_WHAT IS NEEDED_: Tell how many lines of the data below have the string "junctions" in them. Say nothing more.

INPUT DATA Start Marker

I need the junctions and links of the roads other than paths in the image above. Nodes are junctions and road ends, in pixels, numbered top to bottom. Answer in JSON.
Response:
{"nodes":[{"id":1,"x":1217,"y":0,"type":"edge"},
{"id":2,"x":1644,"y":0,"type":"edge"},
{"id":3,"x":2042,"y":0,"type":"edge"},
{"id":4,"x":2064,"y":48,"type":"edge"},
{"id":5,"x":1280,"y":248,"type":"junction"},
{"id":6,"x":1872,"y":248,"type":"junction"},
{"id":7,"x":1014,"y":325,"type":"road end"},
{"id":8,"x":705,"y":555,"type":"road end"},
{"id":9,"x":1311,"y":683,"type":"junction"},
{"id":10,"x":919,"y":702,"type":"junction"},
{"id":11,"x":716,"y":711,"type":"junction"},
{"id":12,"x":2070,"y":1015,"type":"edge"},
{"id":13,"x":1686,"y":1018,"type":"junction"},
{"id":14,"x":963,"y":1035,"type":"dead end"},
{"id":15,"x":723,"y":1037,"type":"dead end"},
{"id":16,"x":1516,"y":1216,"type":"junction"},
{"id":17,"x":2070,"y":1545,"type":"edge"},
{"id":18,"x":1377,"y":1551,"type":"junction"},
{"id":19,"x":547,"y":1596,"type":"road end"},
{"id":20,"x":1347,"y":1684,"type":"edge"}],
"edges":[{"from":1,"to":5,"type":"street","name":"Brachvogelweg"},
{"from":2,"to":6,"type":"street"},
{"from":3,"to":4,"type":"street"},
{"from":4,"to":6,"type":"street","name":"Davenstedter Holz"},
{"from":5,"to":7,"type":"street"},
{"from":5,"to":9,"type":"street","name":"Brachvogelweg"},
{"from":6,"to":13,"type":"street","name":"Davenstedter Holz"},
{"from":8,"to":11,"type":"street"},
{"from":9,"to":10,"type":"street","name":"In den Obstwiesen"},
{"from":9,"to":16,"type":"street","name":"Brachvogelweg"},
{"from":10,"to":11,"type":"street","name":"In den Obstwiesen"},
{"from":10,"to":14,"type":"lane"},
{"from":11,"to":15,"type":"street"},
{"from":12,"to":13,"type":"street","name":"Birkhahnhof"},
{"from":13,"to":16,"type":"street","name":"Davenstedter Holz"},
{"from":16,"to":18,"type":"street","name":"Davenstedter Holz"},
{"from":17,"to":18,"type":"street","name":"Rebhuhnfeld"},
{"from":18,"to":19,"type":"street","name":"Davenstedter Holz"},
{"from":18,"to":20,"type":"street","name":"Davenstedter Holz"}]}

INPUT DATA End Marker
INPUT DATA Start Marker

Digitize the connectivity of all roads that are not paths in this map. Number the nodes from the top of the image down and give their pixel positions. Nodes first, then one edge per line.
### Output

INPUT DATA End Marker
INPUT DATA Start Marker

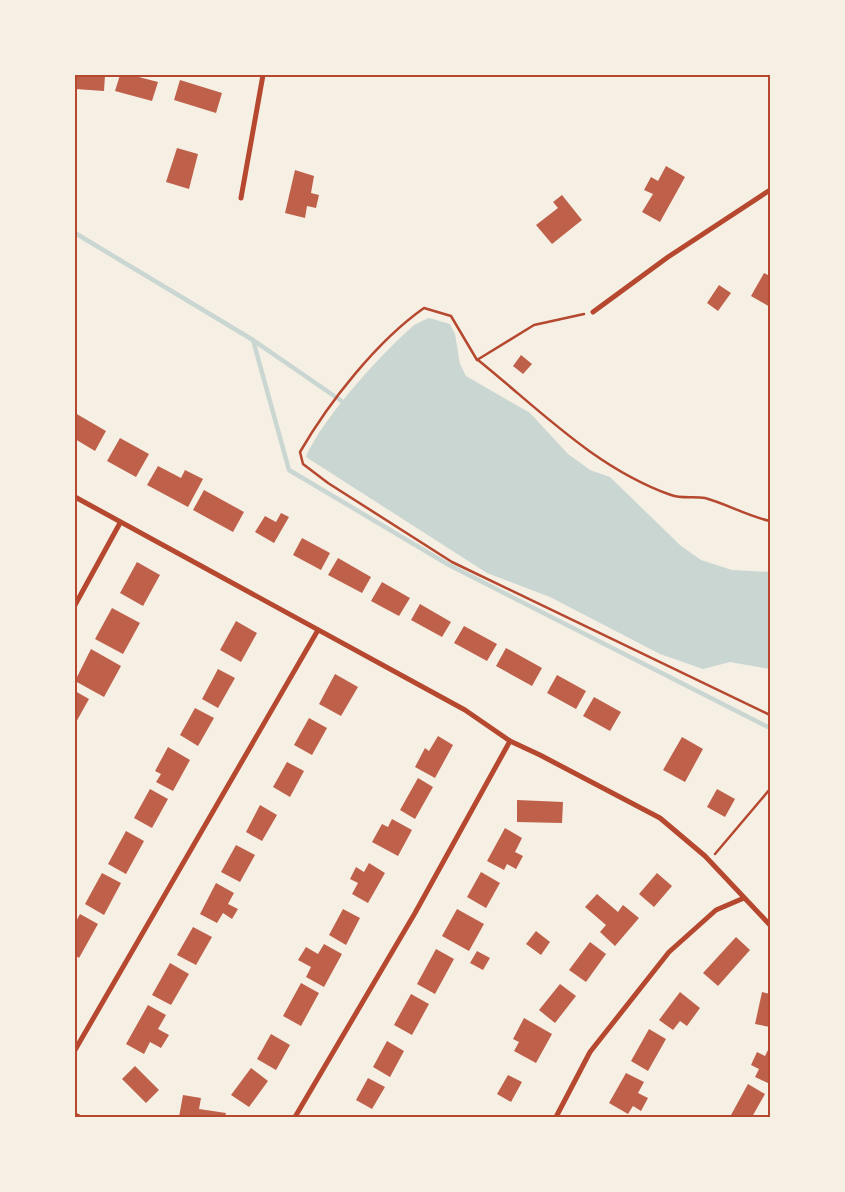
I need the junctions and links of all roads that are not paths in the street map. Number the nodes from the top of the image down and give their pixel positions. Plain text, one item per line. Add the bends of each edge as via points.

INPUT DATA End Marker

_SOLUTION TO THE EXERCISE_: 2